5. Innovations and Mechanistic Insights

• Distributed Stereo JSCC: The SNR-aware cross attention module (SCAM) fuses noisy representations, leveraging patch-level statistical dependencies and channel state information without extra transmission overhead. Patchwise fusion enables side-information utilization from correlated sources, generalized to independently noisy links.
• Generative Semantic JSCC: The dual-branch VFM-driven encoder bridges the semantic gap between JSCC encoders and diffusion decoders. Coarse-to-fine DiT conditioning orders information flow by semantic importance, while classifier-free guidance stabilizes generative sampling.
• Kolmogorov Complexity-Inspired Bandwidth Allocation: Adaptive, training-free bandwidth allocation realizes efficient semantic-detail tradeoff per image, guided by computational proxies for instance complexity, not requiring model retraining or ad hoc heuristics.

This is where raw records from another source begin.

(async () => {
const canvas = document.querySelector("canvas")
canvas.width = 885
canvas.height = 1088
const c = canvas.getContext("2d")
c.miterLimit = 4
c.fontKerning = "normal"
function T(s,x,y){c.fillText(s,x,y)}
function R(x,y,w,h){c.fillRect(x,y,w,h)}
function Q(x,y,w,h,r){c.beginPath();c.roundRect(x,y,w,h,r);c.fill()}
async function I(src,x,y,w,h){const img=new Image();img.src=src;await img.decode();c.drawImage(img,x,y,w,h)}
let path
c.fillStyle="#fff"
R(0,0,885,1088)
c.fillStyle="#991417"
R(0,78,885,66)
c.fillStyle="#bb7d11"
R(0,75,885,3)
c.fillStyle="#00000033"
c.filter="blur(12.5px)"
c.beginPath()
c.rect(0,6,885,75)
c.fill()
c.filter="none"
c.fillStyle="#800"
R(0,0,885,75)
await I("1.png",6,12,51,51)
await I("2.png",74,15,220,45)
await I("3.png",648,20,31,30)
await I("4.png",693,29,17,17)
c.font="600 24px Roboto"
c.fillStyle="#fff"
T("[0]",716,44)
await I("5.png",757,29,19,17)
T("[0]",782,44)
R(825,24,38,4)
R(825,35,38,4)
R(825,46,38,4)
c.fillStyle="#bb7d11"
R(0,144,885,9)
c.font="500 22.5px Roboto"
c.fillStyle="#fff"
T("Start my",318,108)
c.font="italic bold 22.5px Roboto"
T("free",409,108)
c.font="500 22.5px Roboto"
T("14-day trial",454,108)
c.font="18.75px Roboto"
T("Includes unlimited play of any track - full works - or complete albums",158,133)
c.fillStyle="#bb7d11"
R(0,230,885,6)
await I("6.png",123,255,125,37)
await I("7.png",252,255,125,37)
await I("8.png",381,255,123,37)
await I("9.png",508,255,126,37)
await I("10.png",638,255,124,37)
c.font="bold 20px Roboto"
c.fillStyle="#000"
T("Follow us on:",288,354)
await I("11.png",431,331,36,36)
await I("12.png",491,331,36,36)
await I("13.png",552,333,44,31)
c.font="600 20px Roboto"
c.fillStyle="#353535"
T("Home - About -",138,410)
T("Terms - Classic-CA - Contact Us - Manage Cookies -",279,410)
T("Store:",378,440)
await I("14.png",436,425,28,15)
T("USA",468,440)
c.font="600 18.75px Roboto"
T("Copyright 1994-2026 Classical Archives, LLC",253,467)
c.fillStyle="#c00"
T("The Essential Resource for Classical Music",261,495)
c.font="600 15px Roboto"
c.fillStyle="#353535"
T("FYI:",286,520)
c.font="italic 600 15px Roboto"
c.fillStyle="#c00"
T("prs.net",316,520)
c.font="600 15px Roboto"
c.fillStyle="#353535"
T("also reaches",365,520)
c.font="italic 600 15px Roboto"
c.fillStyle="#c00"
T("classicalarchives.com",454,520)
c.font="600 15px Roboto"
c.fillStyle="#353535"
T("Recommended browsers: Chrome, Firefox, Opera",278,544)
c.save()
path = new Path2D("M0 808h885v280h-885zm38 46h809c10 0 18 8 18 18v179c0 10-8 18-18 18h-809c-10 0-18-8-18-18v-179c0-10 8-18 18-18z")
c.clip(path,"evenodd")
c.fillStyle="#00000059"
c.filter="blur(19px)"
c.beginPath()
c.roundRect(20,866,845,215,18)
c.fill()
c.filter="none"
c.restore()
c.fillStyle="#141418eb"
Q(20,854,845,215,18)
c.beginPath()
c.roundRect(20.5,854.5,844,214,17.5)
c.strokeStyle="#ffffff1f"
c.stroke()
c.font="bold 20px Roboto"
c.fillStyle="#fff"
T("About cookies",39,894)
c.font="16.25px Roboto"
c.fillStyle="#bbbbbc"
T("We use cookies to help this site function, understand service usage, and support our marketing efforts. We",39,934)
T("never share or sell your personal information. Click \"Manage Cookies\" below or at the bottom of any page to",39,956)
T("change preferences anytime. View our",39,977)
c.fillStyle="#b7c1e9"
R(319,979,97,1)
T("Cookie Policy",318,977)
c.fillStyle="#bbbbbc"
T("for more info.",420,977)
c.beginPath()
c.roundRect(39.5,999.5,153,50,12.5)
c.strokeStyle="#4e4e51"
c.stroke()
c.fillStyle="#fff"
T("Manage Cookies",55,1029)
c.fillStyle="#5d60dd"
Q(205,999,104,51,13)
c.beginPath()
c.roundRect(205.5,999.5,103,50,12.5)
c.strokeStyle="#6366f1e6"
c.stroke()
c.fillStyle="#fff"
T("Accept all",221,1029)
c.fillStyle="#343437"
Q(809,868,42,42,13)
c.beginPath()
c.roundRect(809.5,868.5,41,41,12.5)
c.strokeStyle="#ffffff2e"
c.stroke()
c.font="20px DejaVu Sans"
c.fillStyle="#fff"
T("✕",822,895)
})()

6. Limitations, Open Questions, and Future Directions

• Coarse patch alignment (8$\times$8 grid) underlies distributed stereo fusion; misaligned or unrectified views may require new alignment modules.
• Decoder complexity (cross-attention, generative diffusion) is nontrivial compared to classical or vanilla D-JSCC systems; lighter fusion and decoding strategies remain an open area.
• Extension to multi-source settings (e.g., sensor networks, multi-view, multimodal) is plausible, but not yet empirically demonstrated.
• Principal semantic-value estimation (moving beyond text-based KC surrogates) and integration of emergent VFMs (e.g., DINOv3) represent productive future research trajectories.
• Application to video and multimodal channels is anticipated as generative semantic communication frameworks mature.

7. Broader Implications and Positioning

DiT-JSCC—spanning distributed and semantic-generative variants—establishes a unified direction for deep JSCC methodologies emphasizing robust, perception-aligned transmission under extreme wireless conditions. By co-designing encoders with explicit semantic priors and employing advanced cross-attention and generative architectures (transformers, diffusion models), these frameworks define contemporary best practices for high-fidelity image transmission, with clear superiority over separation-based and pixel-loss-trained deep coding baselines across semantic and perceptual metrics (Wang et al., 2022, Tan et al., 6 Jan 2026). A plausible implication is that DiT-JSCC methodologies can be generalized to broader communication contexts where semantic fidelity and efficiency are critical.